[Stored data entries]
..........

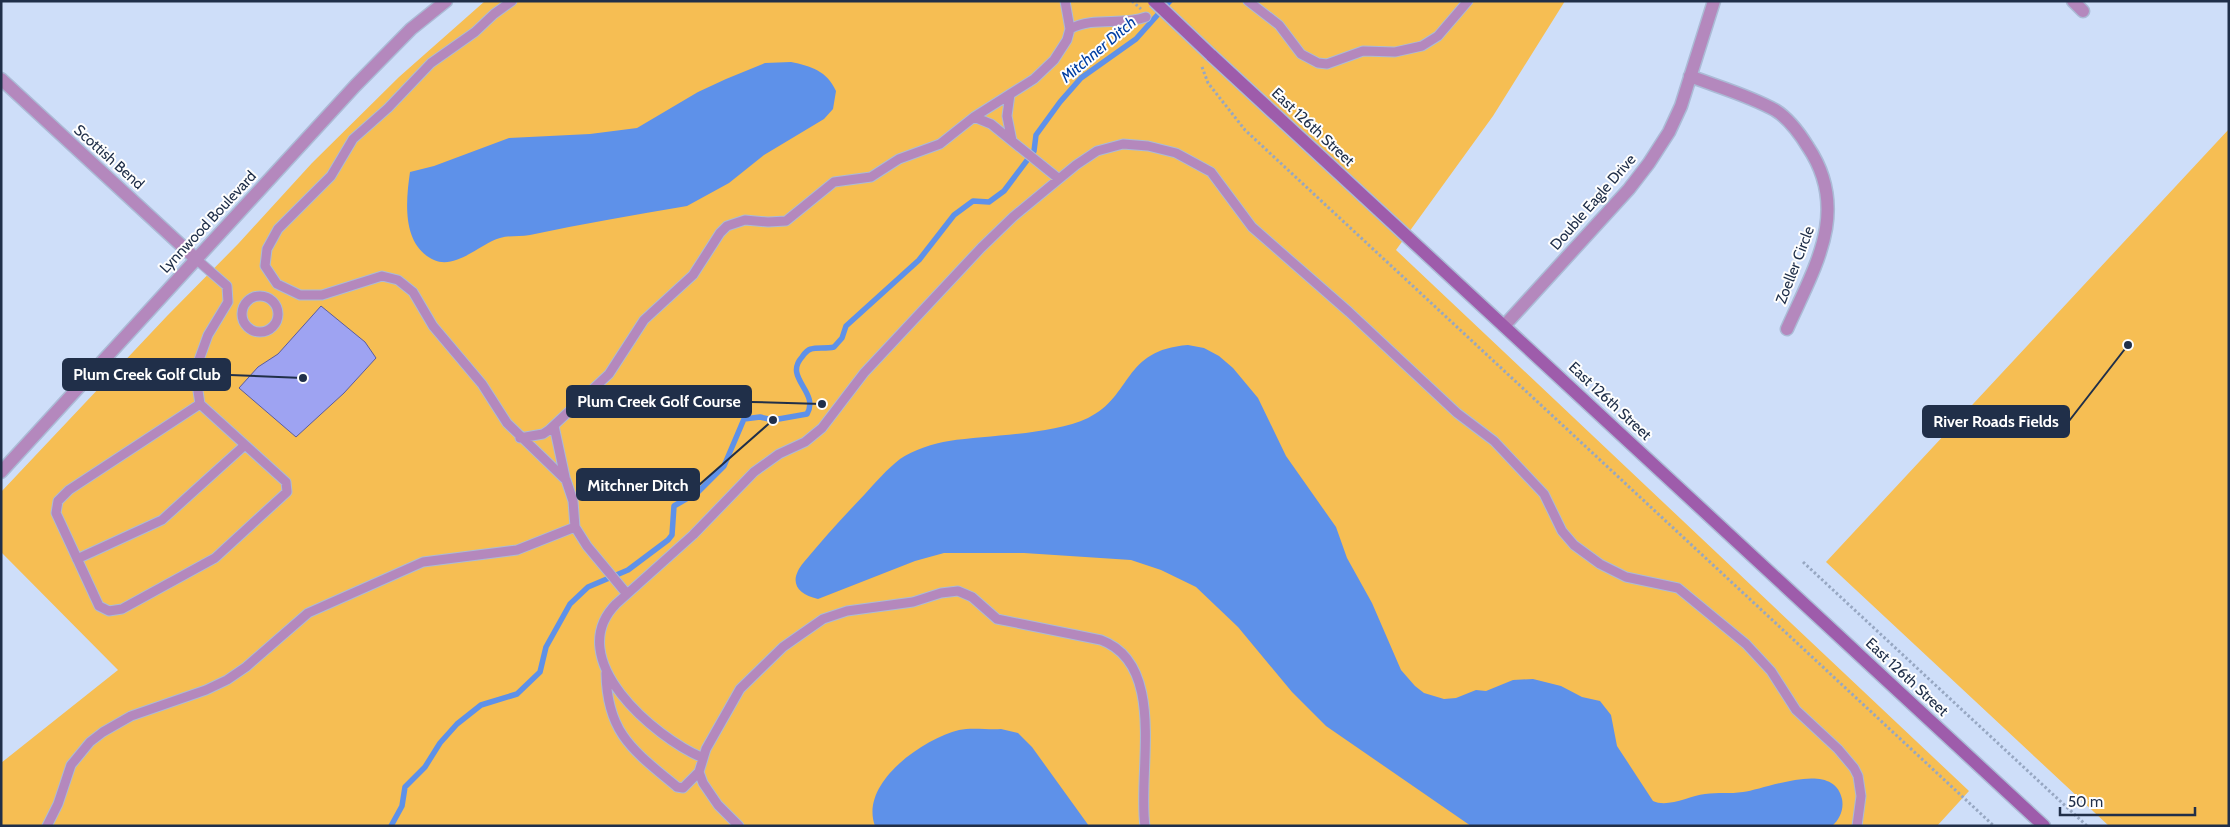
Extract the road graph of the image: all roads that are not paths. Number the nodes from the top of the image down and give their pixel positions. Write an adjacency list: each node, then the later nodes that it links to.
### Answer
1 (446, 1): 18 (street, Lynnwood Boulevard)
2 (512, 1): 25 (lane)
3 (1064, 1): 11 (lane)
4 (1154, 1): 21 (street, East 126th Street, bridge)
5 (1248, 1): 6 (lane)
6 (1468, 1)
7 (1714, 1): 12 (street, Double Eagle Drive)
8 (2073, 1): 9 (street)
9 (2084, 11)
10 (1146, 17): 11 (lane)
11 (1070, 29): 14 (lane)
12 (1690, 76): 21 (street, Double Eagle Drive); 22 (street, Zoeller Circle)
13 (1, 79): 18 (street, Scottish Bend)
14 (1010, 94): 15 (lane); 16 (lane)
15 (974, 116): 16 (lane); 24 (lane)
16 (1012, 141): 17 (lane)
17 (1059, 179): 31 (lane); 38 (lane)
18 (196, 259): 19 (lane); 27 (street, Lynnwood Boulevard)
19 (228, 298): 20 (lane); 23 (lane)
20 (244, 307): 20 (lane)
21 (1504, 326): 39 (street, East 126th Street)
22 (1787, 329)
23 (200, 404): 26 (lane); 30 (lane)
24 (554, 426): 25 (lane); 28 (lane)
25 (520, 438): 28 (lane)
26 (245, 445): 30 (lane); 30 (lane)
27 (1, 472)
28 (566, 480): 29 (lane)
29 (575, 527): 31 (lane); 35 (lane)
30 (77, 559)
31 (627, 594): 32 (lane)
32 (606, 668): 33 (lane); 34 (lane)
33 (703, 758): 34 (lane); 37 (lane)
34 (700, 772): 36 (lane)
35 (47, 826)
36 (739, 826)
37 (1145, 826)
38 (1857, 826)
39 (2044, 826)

..........

**WORK TO BE COMPLETED:** Copy the entries character for character, excluding any pictures.

**RESULT BELOW:**
Extract the road graph of the image: all roads that are not paths. Number the nodes from the top of the image down and give their pixel positions. Write an adjacency list: each node, then the later nodes that it links to.
### Answer
1 (446, 1): 18 (street, Lynnwood Boulevard)
2 (512, 1): 25 (lane)
3 (1064, 1): 11 (lane)
4 (1154, 1): 21 (street, East 126th Street, bridge)
5 (1248, 1): 6 (lane)
6 (1468, 1)
7 (1714, 1): 12 (street, Double Eagle Drive)
8 (2073, 1): 9 (street)
9 (2084, 11)
10 (1146, 17): 11 (lane)
11 (1070, 29): 14 (lane)
12 (1690, 76): 21 (street, Double Eagle Drive); 22 (street, Zoeller Circle)
13 (1, 79): 18 (street, Scottish Bend)
14 (1010, 94): 15 (lane); 16 (lane)
15 (974, 116): 16 (lane); 24 (lane)
16 (1012, 141): 17 (lane)
17 (1059, 179): 31 (lane); 38 (lane)
18 (196, 259): 19 (lane); 27 (street, Lynnwood Boulevard)
19 (228, 298): 20 (lane); 23 (lane)
20 (244, 307): 20 (lane)
21 (1504, 326): 39 (street, East 126th Street)
22 (1787, 329)
23 (200, 404): 26 (lane); 30 (lane)
24 (554, 426): 25 (lane); 28 (lane)
25 (520, 438): 28 (lane)
26 (245, 445): 30 (lane); 30 (lane)
27 (1, 472)
28 (566, 480): 29 (lane)
29 (575, 527): 31 (lane); 35 (lane)
30 (77, 559)
31 (627, 594): 32 (lane)
32 (606, 668): 33 (lane); 34 (lane)
33 (703, 758): 34 (lane); 37 (lane)
34 (700, 772): 36 (lane)
35 (47, 826)
36 (739, 826)
37 (1145, 826)
38 (1857, 826)
39 (2044, 826)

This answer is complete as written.